• **Source material**
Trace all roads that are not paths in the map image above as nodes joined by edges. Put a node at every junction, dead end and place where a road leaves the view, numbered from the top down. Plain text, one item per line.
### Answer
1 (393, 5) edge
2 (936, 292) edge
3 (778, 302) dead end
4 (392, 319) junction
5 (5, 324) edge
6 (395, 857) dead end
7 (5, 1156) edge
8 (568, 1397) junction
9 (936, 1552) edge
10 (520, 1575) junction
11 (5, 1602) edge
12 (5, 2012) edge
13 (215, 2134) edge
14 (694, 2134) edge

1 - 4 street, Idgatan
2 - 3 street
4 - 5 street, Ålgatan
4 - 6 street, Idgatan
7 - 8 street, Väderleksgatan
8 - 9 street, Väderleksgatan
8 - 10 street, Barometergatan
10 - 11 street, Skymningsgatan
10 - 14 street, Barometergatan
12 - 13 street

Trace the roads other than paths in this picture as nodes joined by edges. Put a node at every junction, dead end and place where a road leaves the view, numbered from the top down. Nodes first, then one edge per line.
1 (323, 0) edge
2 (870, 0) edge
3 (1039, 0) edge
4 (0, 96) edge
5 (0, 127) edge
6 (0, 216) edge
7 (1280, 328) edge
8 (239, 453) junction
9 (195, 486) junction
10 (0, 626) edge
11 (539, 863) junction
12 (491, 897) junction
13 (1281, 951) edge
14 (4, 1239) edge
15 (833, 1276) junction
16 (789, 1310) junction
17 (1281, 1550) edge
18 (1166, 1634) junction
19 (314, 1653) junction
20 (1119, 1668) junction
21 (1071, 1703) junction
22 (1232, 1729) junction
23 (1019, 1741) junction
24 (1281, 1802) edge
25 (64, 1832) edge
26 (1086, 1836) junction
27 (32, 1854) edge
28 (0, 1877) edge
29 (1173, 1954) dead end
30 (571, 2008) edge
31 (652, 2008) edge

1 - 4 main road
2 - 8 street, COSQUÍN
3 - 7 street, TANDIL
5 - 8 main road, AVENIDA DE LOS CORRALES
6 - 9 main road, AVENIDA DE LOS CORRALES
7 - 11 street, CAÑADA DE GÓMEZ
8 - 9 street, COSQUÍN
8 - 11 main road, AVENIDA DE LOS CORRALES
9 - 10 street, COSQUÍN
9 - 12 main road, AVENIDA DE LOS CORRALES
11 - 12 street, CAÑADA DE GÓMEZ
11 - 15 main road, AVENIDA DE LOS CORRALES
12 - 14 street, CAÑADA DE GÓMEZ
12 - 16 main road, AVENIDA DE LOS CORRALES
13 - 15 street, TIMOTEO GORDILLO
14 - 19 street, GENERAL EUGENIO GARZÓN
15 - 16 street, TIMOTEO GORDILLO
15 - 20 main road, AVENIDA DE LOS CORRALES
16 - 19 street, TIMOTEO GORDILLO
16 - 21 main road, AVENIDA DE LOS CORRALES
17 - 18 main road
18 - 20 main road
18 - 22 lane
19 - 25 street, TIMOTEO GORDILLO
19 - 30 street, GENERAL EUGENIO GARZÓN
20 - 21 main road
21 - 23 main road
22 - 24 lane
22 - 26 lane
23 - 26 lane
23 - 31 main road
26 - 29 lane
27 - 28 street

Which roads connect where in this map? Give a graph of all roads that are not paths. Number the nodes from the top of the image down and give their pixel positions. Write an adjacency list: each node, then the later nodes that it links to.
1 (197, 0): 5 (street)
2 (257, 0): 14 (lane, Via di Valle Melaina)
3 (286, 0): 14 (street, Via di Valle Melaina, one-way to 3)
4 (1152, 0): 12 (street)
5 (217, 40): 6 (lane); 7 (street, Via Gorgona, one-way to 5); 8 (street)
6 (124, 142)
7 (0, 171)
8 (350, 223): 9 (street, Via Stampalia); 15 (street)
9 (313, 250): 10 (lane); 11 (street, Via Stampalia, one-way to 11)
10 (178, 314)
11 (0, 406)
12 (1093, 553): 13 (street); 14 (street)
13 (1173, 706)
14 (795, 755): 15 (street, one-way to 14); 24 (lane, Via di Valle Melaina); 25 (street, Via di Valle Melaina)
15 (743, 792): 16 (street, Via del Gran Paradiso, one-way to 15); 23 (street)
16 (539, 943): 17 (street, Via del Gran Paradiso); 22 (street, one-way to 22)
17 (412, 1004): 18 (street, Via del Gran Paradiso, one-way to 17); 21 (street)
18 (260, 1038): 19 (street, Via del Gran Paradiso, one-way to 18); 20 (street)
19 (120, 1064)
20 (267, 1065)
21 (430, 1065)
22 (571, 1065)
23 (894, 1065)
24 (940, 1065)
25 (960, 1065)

• **Work request**
Reproduce each of the entries exactly, omitting none.

• **Exercise solution**
Trace all roads that are not paths in the map image above as nodes joined by edges. Put a node at every junction, dead end and place where a road leaves the view, numbered from the top down. Plain text, one item per line.
### Answer
1 (393, 5) edge
2 (936, 292) edge
3 (778, 302) dead end
4 (392, 319) junction
5 (5, 324) edge
6 (395, 857) dead end
7 (5, 1156) edge
8 (568, 1397) junction
9 (936, 1552) edge
10 (520, 1575) junction
11 (5, 1602) edge
12 (5, 2012) edge
13 (215, 2134) edge
14 (694, 2134) edge

1 - 4 street, Idgatan
2 - 3 street
4 - 5 street, Ålgatan
4 - 6 street, Idgatan
7 - 8 street, Väderleksgatan
8 - 9 street, Väderleksgatan
8 - 10 street, Barometergatan
10 - 11 street, Skymningsgatan
10 - 14 street, Barometergatan
12 - 13 street

Trace the roads other than paths in this picture as nodes joined by edges. Put a node at every junction, dead end and place where a road leaves the view, numbered from the top down. Nodes first, then one edge per line.
1 (323, 0) edge
2 (870, 0) edge
3 (1039, 0) edge
4 (0, 96) edge
5 (0, 127) edge
6 (0, 216) edge
7 (1280, 328) edge
8 (239, 453) junction
9 (195, 486) junction
10 (0, 626) edge
11 (539, 863) junction
12 (491, 897) junction
13 (1281, 951) edge
14 (4, 1239) edge
15 (833, 1276) junction
16 (789, 1310) junction
17 (1281, 1550) edge
18 (1166, 1634) junction
19 (314, 1653) junction
20 (1119, 1668) junction
21 (1071, 1703) junction
22 (1232, 1729) junction
23 (1019, 1741) junction
24 (1281, 1802) edge
25 (64, 1832) edge
26 (1086, 1836) junction
27 (32, 1854) edge
28 (0, 1877) edge
29 (1173, 1954) dead end
30 (571, 2008) edge
31 (652, 2008) edge

1 - 4 main road
2 - 8 street, COSQUÍN
3 - 7 street, TANDIL
5 - 8 main road, AVENIDA DE LOS CORRALES
6 - 9 main road, AVENIDA DE LOS CORRALES
7 - 11 street, CAÑADA DE GÓMEZ
8 - 9 street, COSQUÍN
8 - 11 main road, AVENIDA DE LOS CORRALES
9 - 10 street, COSQUÍN
9 - 12 main road, AVENIDA DE LOS CORRALES
11 - 12 street, CAÑADA DE GÓMEZ
11 - 15 main road, AVENIDA DE LOS CORRALES
12 - 14 street, CAÑADA DE GÓMEZ
12 - 16 main road, AVENIDA DE LOS CORRALES
13 - 15 street, TIMOTEO GORDILLO
14 - 19 street, GENERAL EUGENIO GARZÓN
15 - 16 street, TIMOTEO GORDILLO
15 - 20 main road, AVENIDA DE LOS CORRALES
16 - 19 street, TIMOTEO GORDILLO
16 - 21 main road, AVENIDA DE LOS CORRALES
17 - 18 main road
18 - 20 main road
18 - 22 lane
19 - 25 street, TIMOTEO GORDILLO
19 - 30 street, GENERAL EUGENIO GARZÓN
20 - 21 main road
21 - 23 main road
22 - 24 lane
22 - 26 lane
23 - 26 lane
23 - 31 main road
26 - 29 lane
27 - 28 street

Which roads connect where in this map? Give a graph of all roads that are not paths. Number the nodes from the top of the image down and give their pixel positions. Write an adjacency list: each node, then the later nodes that it links to.
1 (197, 0): 5 (street)
2 (257, 0): 14 (lane, Via di Valle Melaina)
3 (286, 0): 14 (street, Via di Valle Melaina, one-way to 3)
4 (1152, 0): 12 (street)
5 (217, 40): 6 (lane); 7 (street, Via Gorgona, one-way to 5); 8 (street)
6 (124, 142)
7 (0, 171)
8 (350, 223): 9 (street, Via Stampalia); 15 (street)
9 (313, 250): 10 (lane); 11 (street, Via Stampalia, one-way to 11)
10 (178, 314)
11 (0, 406)
12 (1093, 553): 13 (street); 14 (street)
13 (1173, 706)
14 (795, 755): 15 (street, one-way to 14); 24 (lane, Via di Valle Melaina); 25 (street, Via di Valle Melaina)
15 (743, 792): 16 (street, Via del Gran Paradiso, one-way to 15); 23 (street)
16 (539, 943): 17 (street, Via del Gran Paradiso); 22 (street, one-way to 22)
17 (412, 1004): 18 (street, Via del Gran Paradiso, one-way to 17); 21 (street)
18 (260, 1038): 19 (street, Via del Gran Paradiso, one-way to 18); 20 (street)
19 (120, 1064)
20 (267, 1065)
21 (430, 1065)
22 (571, 1065)
23 (894, 1065)
24 (940, 1065)
25 (960, 1065)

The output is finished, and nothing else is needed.